It’s funny how themes recur in our lines and how we find God saying the same thing to us more than once (largely because we are dull of hearing and even duller of heart, I expect.)

Over two years ago, I wrote a post called ‘Bass lines. I’d just attended a marvellous concert by ‘The King’s Singers’ and had been pondering how all those beautiful harmonies blend together to form a piece of music that is sublime to listen to. I’d also realised that life inevitably involves what to us seems like dull repetition (aka the bass line of most pieces of music) which actually is just as important to life as those soaring melodies.

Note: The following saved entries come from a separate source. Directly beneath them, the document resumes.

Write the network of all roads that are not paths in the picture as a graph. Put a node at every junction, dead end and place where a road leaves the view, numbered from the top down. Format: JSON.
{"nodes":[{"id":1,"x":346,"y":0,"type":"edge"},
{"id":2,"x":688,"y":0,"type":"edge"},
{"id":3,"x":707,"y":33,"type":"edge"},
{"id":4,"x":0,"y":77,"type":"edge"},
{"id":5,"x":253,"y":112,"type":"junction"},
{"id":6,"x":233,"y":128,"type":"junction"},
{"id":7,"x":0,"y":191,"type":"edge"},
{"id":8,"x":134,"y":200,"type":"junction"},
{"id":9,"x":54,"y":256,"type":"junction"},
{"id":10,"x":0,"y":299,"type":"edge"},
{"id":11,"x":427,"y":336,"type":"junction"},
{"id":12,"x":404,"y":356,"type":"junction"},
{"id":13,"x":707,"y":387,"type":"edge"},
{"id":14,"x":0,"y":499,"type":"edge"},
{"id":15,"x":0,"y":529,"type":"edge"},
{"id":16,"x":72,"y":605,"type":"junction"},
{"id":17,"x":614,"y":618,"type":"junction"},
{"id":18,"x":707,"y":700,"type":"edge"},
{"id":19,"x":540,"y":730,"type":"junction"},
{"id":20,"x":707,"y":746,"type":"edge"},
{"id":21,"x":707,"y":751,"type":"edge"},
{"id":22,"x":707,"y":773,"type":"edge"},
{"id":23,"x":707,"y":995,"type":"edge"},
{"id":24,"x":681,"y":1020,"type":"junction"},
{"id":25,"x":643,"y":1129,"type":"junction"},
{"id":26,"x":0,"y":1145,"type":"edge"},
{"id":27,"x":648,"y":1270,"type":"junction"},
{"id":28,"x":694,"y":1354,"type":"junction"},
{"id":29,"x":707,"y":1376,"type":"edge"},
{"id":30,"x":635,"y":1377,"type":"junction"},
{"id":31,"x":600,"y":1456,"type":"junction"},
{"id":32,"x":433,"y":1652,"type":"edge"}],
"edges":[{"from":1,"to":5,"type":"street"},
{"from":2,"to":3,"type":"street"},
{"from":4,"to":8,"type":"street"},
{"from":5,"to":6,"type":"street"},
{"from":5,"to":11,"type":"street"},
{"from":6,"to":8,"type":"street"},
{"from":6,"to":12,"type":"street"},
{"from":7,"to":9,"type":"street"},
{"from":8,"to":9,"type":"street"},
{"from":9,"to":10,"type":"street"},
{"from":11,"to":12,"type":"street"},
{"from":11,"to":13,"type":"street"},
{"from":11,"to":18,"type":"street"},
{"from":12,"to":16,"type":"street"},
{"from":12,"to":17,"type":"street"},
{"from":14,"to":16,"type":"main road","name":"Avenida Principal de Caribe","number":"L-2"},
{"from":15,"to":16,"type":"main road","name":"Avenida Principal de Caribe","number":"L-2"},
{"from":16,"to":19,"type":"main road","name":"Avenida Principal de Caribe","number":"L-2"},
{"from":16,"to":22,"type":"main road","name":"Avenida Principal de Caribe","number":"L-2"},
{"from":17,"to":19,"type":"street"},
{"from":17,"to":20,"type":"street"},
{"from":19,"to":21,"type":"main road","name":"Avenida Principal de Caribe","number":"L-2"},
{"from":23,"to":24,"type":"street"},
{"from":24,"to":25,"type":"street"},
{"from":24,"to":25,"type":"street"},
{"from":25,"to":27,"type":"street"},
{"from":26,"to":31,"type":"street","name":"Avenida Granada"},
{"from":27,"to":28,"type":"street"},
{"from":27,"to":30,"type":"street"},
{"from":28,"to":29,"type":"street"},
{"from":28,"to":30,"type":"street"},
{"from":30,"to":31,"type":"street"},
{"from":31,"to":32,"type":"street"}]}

The daughter of a friend of mine has just written an article for Open Doors Youth (you can read it here.) Nell plays the trumpet and she has a friend who is a cellist. Their opinions on a certain piece of music (Pachelbel’s Canon, one of my favourites too!) differed, largely because the cellist plays eight repeating notes throughout the entire piece and was therefore bored by it!

Pachelbel's Canon

She talks about contentment being the ‘bass line’ of the Christian life, saying ‘And so, stop, think for a minute, and listen to the bass line of your life. Strain your ears past the melody of your day to day emotions, and listen to what underpins all that you do. If the melody were to change, or to stop completely, would the bass line still be music to your ears? Would you still want to listen to the song of your life, even if the embellishments quieted and the excitement stopped? If your bass line springs from the One who brings peace and fulfilment to all who know Him, then it will continue even when any other music fades. And that is true contentment.’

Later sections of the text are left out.